Scan the material for the word "الورشة", and copy each line where it shows up.
+===+
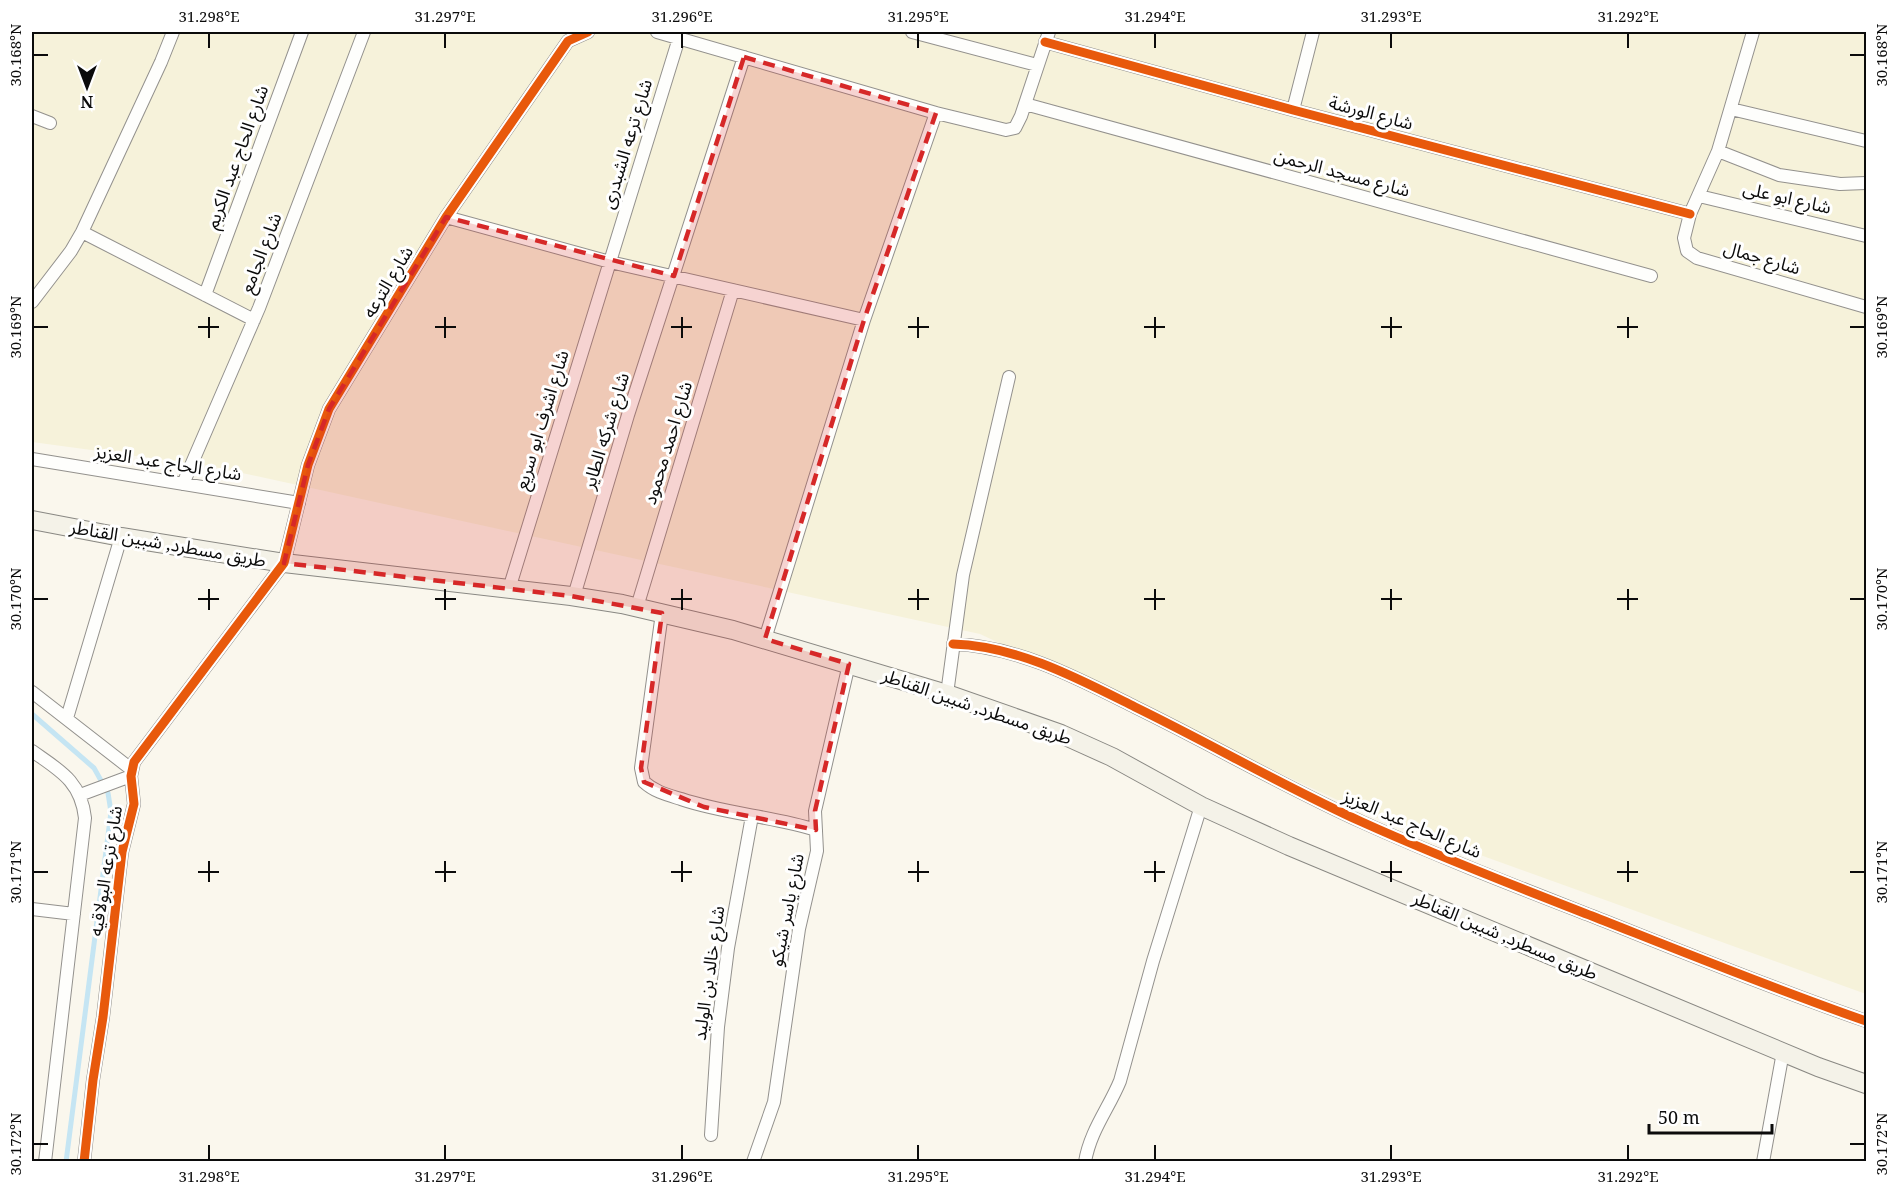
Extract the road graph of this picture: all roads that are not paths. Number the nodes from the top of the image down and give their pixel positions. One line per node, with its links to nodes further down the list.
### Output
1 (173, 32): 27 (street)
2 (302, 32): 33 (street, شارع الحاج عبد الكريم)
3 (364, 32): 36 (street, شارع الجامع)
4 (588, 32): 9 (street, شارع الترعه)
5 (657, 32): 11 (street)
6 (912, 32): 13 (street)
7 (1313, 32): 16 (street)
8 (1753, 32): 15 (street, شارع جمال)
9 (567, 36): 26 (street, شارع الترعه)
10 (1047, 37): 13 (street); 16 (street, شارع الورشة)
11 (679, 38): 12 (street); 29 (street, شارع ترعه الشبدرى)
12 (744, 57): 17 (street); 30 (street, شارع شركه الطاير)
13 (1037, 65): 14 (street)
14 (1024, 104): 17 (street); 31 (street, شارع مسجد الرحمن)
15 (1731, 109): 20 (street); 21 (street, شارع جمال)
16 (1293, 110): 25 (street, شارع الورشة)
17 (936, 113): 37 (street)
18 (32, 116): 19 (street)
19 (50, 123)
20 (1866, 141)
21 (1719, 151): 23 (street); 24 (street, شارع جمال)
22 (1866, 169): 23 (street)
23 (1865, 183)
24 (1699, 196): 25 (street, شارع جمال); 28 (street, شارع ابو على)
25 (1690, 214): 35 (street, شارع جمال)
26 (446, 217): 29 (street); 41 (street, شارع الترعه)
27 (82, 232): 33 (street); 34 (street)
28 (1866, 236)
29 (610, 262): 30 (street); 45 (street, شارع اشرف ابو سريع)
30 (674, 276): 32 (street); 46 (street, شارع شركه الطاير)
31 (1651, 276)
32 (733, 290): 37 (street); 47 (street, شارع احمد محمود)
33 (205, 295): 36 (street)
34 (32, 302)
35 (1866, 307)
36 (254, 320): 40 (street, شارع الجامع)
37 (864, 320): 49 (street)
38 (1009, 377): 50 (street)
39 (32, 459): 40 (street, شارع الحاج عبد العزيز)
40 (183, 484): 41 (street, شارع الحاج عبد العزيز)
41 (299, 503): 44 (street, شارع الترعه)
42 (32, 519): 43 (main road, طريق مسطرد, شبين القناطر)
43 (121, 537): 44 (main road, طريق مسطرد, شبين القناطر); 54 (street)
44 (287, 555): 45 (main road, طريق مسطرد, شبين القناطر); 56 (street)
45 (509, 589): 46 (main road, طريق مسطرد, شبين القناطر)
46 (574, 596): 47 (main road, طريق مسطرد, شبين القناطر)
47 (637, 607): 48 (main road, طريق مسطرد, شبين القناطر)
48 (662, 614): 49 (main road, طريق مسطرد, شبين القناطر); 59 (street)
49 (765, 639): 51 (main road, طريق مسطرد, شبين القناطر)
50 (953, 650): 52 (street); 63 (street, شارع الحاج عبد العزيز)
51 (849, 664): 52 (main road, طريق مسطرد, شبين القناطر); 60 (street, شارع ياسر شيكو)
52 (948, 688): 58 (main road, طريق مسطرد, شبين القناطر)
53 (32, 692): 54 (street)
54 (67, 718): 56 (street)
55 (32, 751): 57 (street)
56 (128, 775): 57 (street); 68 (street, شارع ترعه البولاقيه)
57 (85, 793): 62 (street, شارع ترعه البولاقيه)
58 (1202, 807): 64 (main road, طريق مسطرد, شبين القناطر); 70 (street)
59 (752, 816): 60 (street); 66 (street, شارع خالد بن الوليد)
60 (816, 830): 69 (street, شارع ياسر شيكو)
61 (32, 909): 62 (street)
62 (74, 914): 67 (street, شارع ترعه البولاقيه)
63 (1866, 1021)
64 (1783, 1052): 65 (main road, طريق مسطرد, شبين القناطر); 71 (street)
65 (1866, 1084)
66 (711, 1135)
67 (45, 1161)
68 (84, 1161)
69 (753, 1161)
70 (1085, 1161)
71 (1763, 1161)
+===+
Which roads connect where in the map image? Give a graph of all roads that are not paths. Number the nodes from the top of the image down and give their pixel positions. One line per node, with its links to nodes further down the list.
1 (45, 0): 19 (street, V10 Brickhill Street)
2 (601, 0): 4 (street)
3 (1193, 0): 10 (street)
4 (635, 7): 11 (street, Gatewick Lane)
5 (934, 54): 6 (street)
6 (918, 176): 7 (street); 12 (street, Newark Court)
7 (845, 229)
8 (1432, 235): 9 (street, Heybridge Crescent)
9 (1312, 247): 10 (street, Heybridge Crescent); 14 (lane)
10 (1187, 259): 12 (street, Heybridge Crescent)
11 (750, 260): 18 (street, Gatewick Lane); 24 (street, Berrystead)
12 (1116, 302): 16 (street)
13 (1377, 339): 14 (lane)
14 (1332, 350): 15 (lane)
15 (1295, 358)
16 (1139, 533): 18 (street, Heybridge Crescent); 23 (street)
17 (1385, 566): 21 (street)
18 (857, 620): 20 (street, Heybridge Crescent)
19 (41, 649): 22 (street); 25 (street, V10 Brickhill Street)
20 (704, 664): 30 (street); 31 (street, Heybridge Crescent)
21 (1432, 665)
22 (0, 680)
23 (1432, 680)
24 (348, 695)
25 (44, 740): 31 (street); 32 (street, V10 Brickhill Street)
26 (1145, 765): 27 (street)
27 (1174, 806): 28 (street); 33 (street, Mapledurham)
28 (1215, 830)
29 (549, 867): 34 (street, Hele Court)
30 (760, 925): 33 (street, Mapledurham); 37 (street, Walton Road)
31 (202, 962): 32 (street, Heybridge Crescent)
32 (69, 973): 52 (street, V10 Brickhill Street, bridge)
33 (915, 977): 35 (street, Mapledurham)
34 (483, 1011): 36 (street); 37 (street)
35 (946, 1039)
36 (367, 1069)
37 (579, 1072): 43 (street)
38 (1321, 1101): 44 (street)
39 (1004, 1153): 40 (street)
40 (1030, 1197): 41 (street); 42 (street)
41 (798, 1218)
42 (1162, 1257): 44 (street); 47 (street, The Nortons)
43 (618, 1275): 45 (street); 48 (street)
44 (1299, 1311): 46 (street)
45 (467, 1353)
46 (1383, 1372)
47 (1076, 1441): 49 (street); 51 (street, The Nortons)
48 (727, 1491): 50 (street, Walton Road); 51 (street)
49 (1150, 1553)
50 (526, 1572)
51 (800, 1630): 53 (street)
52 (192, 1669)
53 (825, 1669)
+===+
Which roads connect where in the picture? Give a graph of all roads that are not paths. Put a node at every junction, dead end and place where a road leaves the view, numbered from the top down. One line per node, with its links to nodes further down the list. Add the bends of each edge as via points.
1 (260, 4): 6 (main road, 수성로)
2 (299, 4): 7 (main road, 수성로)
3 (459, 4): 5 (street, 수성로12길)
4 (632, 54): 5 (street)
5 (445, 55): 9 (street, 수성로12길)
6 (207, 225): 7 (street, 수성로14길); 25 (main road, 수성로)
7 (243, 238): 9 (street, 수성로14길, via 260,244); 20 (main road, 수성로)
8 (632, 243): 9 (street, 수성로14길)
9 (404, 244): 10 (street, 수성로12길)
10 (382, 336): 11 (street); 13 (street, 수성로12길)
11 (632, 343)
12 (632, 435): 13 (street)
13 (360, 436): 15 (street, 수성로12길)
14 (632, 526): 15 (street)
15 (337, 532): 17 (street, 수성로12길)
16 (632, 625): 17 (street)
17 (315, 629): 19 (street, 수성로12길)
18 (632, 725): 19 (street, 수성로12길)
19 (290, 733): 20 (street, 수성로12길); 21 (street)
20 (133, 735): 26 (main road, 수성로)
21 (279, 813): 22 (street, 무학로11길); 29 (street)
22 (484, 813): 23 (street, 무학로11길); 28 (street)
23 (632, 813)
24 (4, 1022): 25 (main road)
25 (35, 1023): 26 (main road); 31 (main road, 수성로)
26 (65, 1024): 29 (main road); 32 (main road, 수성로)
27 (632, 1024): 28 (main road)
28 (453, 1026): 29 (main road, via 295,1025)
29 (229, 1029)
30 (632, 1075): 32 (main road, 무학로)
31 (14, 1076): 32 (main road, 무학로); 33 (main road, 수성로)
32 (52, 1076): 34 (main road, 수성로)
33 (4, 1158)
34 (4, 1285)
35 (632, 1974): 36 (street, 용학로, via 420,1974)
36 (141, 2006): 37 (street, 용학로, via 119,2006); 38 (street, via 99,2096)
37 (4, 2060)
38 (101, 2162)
+===+
- _COMPLETED EXERCISE_:
10 (1047, 37): 13 (street); 16 (street, شارع الورشة)
16 (1293, 110): 25 (street, شارع الورشة)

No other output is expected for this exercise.